At the moment, generic-worker supports cache files & directories, with them optionally being pulled from Taskcluster artefacts.
However, for our client builds, we have large amounts of cache (the Unity project’s Library directory for example, which can count tens of gigabytes). I don’t think it makes that much sense for us to upload it as an artefact (compression + uploading + downloading would cut into the benefits quite a way).
On cloud providers though, generally we can attach multiple disks and change the attachments whilst the machine is running. This is the case for at least GCE.
Which means, that we could potentially make it so that cache directories in generic-worker are implemented as GCE persistent disks (for example) instead of local directories in this situation.

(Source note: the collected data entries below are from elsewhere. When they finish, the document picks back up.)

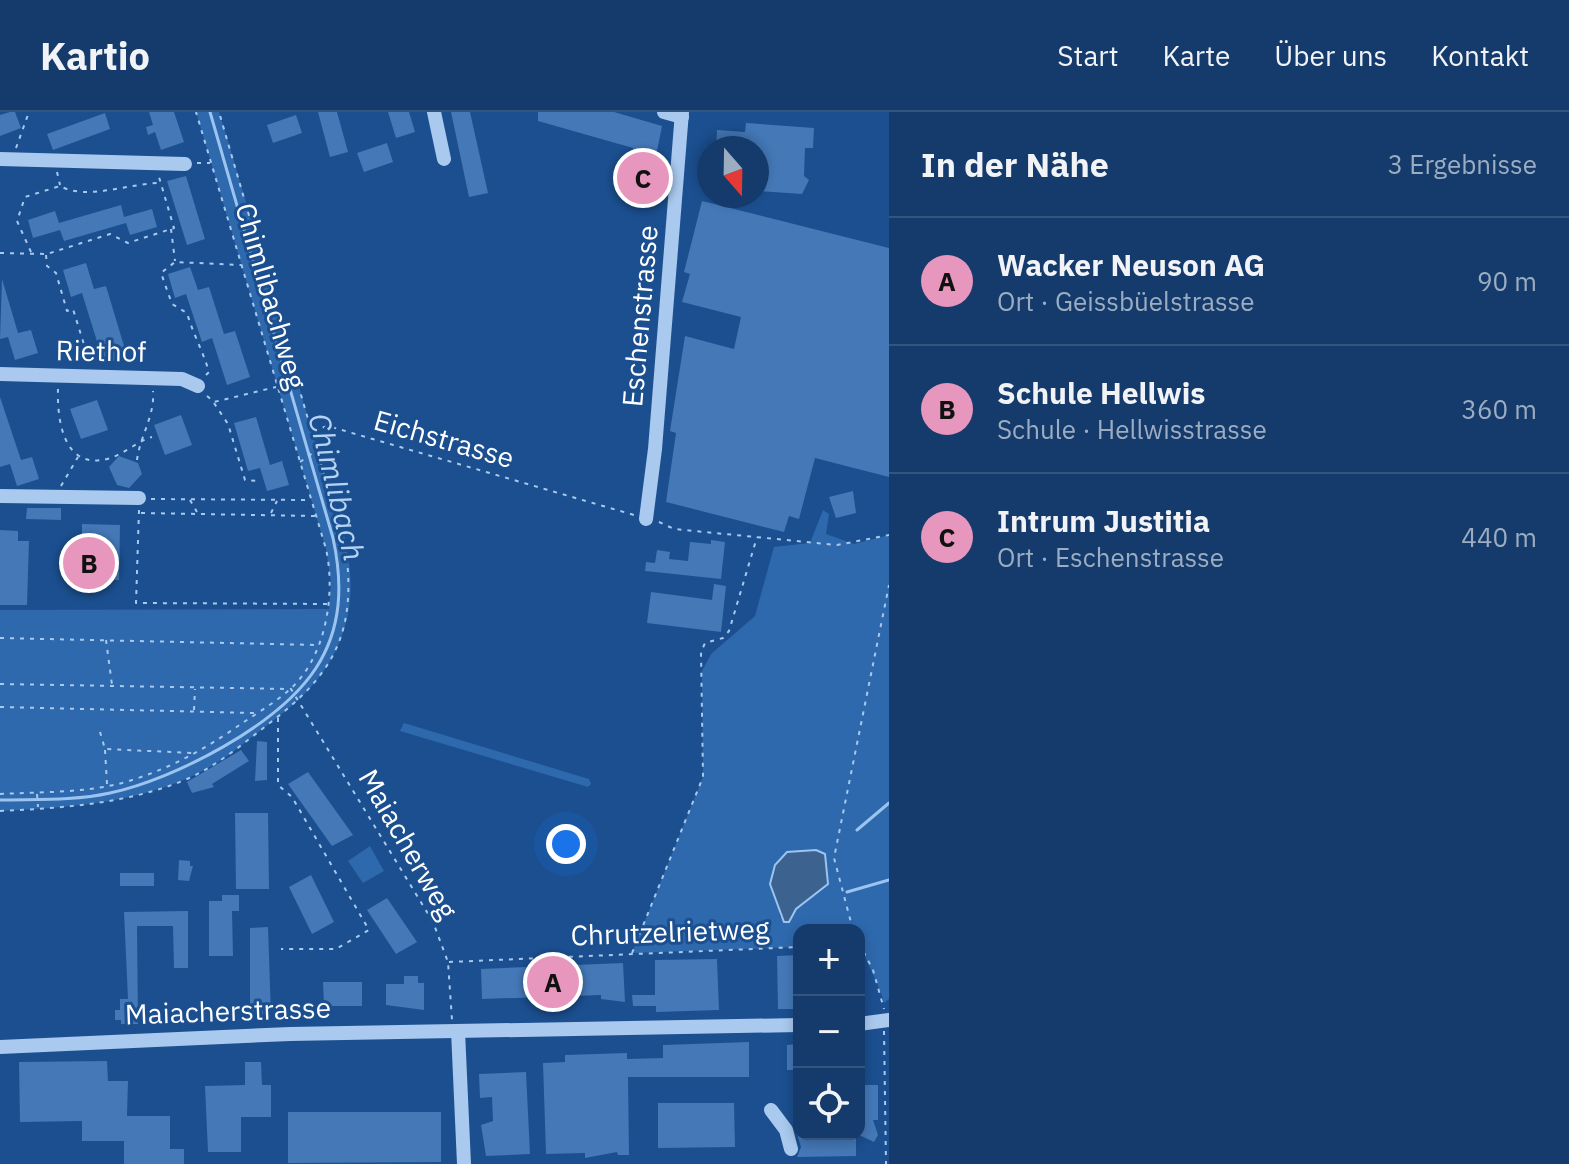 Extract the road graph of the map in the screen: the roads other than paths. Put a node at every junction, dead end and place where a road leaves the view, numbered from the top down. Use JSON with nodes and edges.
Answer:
{"nodes":[{"id":1,"x":434,"y":112,"type":"edge"},
{"id":2,"x":664,"y":112,"type":"edge"},
{"id":3,"x":682,"y":114,"type":"edge"},
{"id":4,"x":6,"y":159,"type":"edge"},
{"id":5,"x":444,"y":159,"type":"dead end"},
{"id":6,"x":185,"y":164,"type":"road end"},
{"id":7,"x":0,"y":374,"type":"edge"},
{"id":8,"x":198,"y":386,"type":"road end"},
{"id":9,"x":0,"y":496,"type":"edge"},
{"id":10,"x":139,"y":506,"type":"road end"},
{"id":11,"x":646,"y":519,"type":"road end"},
{"id":12,"x":886,"y":1022,"type":"edge"},
{"id":13,"x":865,"y":1024,"type":"edge"},
{"id":14,"x":793,"y":1025,"type":"edge"},
{"id":15,"x":458,"y":1031,"type":"junction"},
{"id":16,"x":0,"y":1047,"type":"edge"},
{"id":17,"x":771,"y":1110,"type":"dead end"},
{"id":18,"x":791,"y":1149,"type":"dead end"},
{"id":19,"x":464,"y":1164,"type":"edge"}],
"edges":[{"from":1,"to":5,"type":"street"},
{"from":2,"to":3,"type":"street","name":"Eschenstrasse"},
{"from":3,"to":11,"type":"street","name":"Eschenstrasse"},
{"from":4,"to":6,"type":"street"},
{"from":7,"to":8,"type":"street","name":"Riethof"},
{"from":9,"to":10,"type":"street"},
{"from":12,"to":13,"type":"street"},
{"from":14,"to":15,"type":"street","name":"Maiacherstrasse"},
{"from":15,"to":16,"type":"street","name":"Maiacherstrasse"},
{"from":15,"to":19,"type":"street"},
{"from":17,"to":18,"type":"street"}]}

This would increase the chance of cache hits, especially when the build machines themselves are short lived.
Roughly, I guess this could be implemented like so:
- Use labels in the cloud provider to mark & locate cache disk volumes.
- Add APIs to worker-manager for attaching cache volumes to workers. (This mitigates the need for workers to have credentials for dealing with the cloud provider.)
- Add support in generic-worker to use this API (and then potentially prepare/ mount the given volume).
- Use bind mounts for cache directories (or junctions on Windows) to minimise copying of the cache directory.
It could have some interesting caveats (for example, copying/moving out of cache directories would be a fair bit slower since they’d be going over an FS boundary).
This was mostly fallout from a discussion I had with @pmoore but I’d be very interested to see if anyone else had any thoughts. (Some of this was a follow-on from other bits and pieces of conversations I’ve had about having longer-lived caches.)
If anyone has any other thoughts, I’d love to hear them!